- Born: 10 June 1979 (age 47) Sydney, Australia
- Education: Randwick Public School and Randwick Girls Technology High School, University of New South Wales and a Masters in International Business at the University of Sydney
- Occupation: Australian sabre fencer
- Years active: 2013–present
- Height: 5 ft 4 in (163 cm)

= Sally Bennett =

Australian fencer

Sally Bennett (born 10 June 1979) is an Australian sabre fencer. She won the gold medal at the 2013 Oceania Fencing Championships for women's sabre., after beating her New Zealand opponent 15-6 In 2014, she was inducted into the Randwick City Council Hall of Sporting Champions for her lifetime commitment to sport.

==Personal==
Bennett was born in Sydney, Australia. She attended Randwick Public School and Randwick Girls Technology High School.
She completed a Bachelor of Arts/Bachelor of Education at the University of New South Wales and a Masters in International Business at the University of Sydney.
She trained as a language teacher in French and German, and worked in Paris as a Communication Manager and Canada as a ski instructor.
She has authored five books, four of which belong to the Rabs & Ted travel series for children.

==Fencing career==
Bennett began fencing at her current club, the University of Sydney Fencing Club, in 2011. She was Club Champion in 2012, 2013 and 2014.
She has been a member of the New South Wales State Squad 2012-2015, the Australian Fencing Squad 2012-2013 and Australian Fencing team 2013–present.
Bennett represented Australia at the 2014 Commonwealth Fencing Championships in Scotland, the 2014 World Fencing Championships in Kazan and the 2015 World Fencing Championships in Moscow.

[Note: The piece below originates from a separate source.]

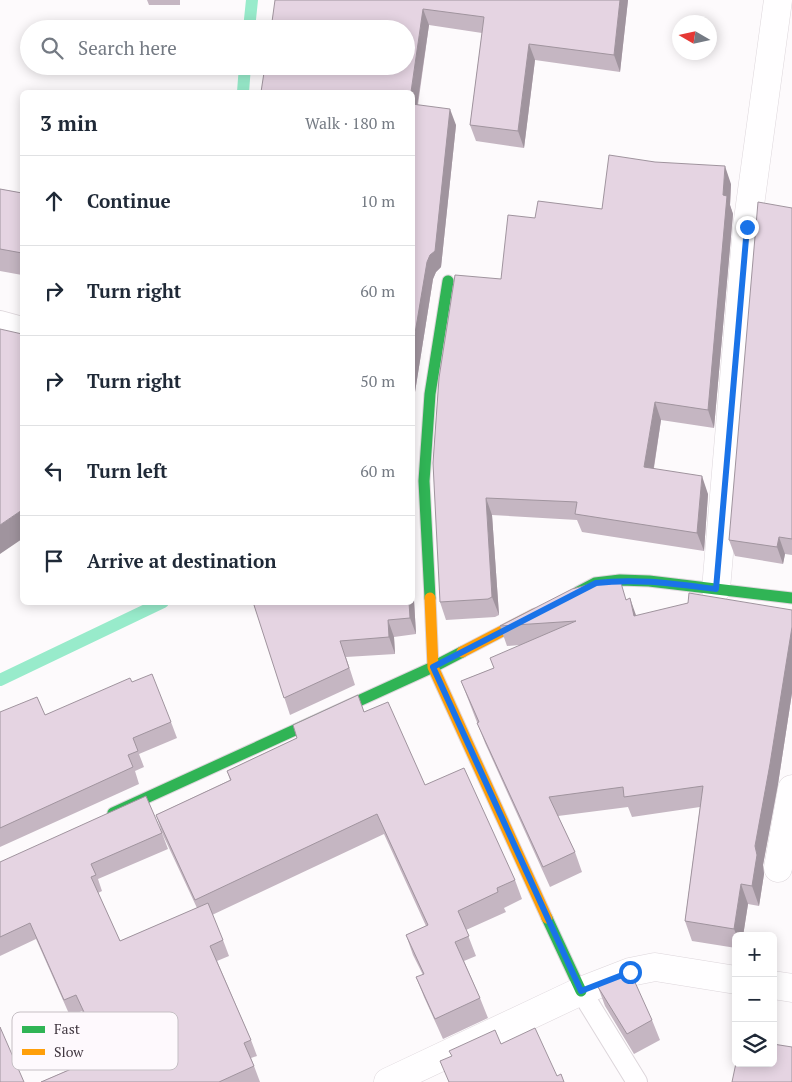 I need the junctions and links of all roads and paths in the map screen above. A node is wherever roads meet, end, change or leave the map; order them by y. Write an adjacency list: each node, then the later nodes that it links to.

She was injured for the majority of the 2015–2016 season due to torn patella tendons. Operations were undertaken concurrently on both knees on 8 October 2015.
Since 2013, Bennett has been a Sports Ambassador for the New South Wales Premier’s Sporting Challenge, visiting schools to talk to students about the importance of exercise, healthy eating and what it takes to become a champion.

She currently lives in Sydney, Australia.